A2ML1, ABCC9, ACADVL, ACTC1, ACTN2, ADA2, AGL, AKAP9, ALMS1, ANK2, ANKRD1, BAG3, BRAF, CACNA1C, CACNB2, CALR3, CASQ2, CAV3, CAVIN4, CBL, CHRM2, CPT2, CRYAB, CSRP3, CTF1, CTNNA3, DES, DMD, DNAJC19, DOLK, DSC2, DSG2, DSP, DTNA, ELAC2, EMD, EYA4, FHL1, FHL2, FKRP, FKTN, FLNC, FXN, GAA, GATA4, GATA6, GATAD1, GLA, GPD1L, HCN4, HRAS, ILK, JPH2, JUP, KCNE1, KCNE2, KCNE3, KCNH2, KCNJ2, KCNJ5, KCNJ8, KCNQ1, KRAS, LAMA4, LAMP2, LDB3, LMNA, MAP2K1, MAP2K2, MIB1, MTO1, MYBPC3, MYH6, MYH7, MYL2, MYL3, MYLK2, MYOM1, MYOZ2, MYPN, NDUFB11, NEBL, NEXN, NF1, NKX2-5, NPPA, NRAS, PDLIM3, PKP2, PLN, PRDM16, PRKAG2, PTPN11, RAF1, RANGRF, RASA1, RBM20, RIT1, RRAS, RYR2, SCN1B, SCN3B, SCN4B, SCN5A, SDHA, SGCD, SHOC2, SLC22A5, SNTA1, SOS1, SOS2, SPRED1, TAZ, TBX20, TCAP, TGFB3, TMEM43, TMEM70, TMPO, TNNC1, TNNI3, TNNT2, TPM1, TRDN, TTN, TTR, TXNRD2, VCL, YWHAE

Specific to molecular pathology procedures, NCCI, Chapter 10, section f.8. states: If one laboratory procedure evaluates multiple genes using a next generation sequencing procedure, the laboratory should report only one unit of service of one genomic sequencing procedure, molecular multianalyte assay, multianalyte assay with algorithmic analysis or proprietary laboratory analysis CPT code. If no CPT code accurately describes the procedure performed, the laboratory may report CPT code 81479 with one unit of service or may report multiple individual CPT codes describing the component test results when medically reasonable and necessary.

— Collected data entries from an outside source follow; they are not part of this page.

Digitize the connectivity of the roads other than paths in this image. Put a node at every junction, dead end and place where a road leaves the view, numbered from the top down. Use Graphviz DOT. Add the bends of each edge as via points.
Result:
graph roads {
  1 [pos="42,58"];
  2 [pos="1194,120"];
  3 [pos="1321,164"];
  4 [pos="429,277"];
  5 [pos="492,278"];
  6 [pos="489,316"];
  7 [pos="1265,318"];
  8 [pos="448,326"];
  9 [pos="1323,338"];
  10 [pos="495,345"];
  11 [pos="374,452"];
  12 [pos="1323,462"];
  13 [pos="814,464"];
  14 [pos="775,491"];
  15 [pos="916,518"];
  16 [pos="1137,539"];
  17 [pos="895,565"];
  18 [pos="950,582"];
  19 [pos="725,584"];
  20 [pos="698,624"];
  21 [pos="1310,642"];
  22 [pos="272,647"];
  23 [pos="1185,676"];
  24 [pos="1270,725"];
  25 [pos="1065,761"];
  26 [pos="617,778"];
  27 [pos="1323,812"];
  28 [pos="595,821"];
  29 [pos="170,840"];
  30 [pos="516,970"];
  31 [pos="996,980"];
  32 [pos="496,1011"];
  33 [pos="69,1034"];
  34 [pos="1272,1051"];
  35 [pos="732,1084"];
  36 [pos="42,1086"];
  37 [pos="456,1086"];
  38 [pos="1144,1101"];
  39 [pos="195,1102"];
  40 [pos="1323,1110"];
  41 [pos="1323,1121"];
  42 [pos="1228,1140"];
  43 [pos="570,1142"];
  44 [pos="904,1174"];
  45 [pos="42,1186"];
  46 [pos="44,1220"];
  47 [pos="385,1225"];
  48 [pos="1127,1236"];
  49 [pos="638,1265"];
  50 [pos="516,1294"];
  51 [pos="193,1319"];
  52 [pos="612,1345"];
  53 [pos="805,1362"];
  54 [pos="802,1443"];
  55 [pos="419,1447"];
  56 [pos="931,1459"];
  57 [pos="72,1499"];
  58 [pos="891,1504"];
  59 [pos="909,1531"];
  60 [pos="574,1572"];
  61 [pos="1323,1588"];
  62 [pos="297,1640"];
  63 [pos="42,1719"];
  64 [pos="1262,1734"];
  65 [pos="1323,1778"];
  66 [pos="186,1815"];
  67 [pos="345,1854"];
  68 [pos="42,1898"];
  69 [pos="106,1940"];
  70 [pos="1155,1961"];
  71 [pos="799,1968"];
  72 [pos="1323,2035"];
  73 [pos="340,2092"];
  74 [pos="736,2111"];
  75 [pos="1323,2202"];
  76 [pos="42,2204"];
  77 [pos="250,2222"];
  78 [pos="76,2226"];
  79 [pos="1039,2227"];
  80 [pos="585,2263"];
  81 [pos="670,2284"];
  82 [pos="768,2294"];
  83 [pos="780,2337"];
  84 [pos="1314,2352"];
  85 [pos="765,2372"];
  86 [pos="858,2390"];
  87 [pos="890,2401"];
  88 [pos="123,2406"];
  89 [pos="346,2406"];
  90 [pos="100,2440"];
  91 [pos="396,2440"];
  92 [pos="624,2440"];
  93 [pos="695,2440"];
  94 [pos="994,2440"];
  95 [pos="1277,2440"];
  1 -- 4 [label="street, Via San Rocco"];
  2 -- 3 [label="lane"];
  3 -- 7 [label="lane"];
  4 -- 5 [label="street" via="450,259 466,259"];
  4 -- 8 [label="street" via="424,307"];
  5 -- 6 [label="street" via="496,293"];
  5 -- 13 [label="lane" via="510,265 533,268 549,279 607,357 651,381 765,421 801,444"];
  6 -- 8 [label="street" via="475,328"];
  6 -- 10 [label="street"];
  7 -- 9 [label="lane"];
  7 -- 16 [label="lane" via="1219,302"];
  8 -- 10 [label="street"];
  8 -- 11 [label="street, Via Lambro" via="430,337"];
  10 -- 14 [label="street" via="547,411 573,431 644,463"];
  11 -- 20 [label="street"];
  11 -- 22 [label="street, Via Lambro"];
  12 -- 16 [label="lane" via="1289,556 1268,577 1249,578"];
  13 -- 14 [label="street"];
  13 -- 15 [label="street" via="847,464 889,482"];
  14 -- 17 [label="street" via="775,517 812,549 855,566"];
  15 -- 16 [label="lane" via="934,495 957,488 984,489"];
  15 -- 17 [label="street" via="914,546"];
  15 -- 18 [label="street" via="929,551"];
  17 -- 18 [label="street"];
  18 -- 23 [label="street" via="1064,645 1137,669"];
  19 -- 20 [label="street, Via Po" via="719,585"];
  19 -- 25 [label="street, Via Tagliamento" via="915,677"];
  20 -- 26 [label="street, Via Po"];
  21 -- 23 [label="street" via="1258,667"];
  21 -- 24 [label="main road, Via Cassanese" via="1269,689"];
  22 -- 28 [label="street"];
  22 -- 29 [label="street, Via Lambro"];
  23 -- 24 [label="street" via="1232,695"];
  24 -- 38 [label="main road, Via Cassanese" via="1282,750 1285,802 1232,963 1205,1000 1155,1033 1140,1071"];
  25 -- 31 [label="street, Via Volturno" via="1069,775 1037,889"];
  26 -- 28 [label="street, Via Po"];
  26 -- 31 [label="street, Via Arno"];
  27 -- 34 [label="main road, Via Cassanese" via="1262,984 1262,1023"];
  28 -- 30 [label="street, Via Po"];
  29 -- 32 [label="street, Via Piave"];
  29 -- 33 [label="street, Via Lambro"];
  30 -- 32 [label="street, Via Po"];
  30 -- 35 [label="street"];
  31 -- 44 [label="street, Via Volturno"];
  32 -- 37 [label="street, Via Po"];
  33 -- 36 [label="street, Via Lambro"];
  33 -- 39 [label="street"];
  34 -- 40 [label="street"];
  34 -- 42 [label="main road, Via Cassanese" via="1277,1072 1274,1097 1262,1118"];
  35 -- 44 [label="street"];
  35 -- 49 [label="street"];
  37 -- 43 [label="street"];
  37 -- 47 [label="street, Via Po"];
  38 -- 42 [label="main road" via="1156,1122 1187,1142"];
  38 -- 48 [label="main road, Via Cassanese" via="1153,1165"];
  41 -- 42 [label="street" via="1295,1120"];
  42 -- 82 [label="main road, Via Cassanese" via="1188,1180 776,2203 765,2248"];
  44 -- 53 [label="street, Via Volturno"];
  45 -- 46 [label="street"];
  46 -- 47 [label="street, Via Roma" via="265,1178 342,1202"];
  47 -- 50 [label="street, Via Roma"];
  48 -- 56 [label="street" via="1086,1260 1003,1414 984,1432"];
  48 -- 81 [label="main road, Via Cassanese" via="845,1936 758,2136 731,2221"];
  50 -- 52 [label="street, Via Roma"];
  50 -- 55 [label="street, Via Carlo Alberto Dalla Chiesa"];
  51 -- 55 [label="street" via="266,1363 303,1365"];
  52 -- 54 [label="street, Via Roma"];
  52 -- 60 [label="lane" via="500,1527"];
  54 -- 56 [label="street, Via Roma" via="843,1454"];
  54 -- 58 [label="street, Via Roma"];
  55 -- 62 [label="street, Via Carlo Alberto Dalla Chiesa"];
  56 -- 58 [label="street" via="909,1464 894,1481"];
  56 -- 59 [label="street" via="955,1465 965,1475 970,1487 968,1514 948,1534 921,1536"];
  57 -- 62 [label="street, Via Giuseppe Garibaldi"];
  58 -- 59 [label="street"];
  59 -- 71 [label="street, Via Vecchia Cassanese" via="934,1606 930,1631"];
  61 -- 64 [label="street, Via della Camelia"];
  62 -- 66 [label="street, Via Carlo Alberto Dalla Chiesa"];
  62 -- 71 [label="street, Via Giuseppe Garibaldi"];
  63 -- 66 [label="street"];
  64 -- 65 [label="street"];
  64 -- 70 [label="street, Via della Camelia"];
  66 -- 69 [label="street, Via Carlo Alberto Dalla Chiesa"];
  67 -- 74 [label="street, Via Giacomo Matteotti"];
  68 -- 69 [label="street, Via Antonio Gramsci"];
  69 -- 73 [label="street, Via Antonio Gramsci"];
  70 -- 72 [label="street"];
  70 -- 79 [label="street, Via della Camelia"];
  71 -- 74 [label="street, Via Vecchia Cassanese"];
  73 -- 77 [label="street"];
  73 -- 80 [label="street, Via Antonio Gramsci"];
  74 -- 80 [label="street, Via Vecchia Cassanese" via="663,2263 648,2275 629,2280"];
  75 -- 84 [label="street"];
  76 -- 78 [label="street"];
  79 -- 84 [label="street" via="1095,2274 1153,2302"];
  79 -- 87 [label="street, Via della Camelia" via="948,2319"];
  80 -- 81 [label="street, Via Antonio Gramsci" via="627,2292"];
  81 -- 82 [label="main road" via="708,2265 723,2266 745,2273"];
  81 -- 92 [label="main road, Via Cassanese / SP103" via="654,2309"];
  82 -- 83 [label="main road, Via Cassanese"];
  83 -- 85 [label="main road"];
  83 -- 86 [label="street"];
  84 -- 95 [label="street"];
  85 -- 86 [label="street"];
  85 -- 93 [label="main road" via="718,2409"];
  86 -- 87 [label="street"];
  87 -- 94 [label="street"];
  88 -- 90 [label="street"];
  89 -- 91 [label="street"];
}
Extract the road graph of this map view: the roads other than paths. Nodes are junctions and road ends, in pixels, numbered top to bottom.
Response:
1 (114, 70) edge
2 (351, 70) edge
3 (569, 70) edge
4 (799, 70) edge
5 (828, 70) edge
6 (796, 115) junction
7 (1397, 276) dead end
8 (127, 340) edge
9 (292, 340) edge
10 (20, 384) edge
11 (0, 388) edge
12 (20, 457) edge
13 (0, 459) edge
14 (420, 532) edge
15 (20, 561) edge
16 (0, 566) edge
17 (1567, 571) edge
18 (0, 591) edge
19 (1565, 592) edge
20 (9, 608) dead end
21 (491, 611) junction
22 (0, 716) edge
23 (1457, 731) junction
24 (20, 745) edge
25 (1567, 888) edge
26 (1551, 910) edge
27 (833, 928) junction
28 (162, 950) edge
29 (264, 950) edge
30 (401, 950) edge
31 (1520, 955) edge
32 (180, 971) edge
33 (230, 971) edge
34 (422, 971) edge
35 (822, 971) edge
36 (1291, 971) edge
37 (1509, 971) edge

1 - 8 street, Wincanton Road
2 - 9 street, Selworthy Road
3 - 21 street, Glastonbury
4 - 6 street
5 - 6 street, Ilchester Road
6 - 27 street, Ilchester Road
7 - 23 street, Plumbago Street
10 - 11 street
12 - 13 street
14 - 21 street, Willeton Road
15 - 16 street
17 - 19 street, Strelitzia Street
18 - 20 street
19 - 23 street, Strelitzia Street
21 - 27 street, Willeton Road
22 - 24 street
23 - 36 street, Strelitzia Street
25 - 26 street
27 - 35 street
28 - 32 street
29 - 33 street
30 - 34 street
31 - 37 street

Based on our interpretation of the above NCCI guideline (‘or may report multiple individual CPT codes describing the component test results when medically reasonable and necessary’), we should be able to bill for the applicable genomic sequencing panels for the relevant subsets of genes (i.e. 81442, 81413, 81439) and tier 2 CPTs as applicable for the rest of the genes not included in the genomic sequencing panel CPTs. However, we’ve also been made aware of the need to only bill 1 CPT code describing the genomic sequencing panel. If so, we are looking to bill CPTs 81442 to represent the genomic sequencing panel and 81414 for the deletion/ duplication analysis.

Would this comply with the coding guidelines? Any other alternatives for consideration?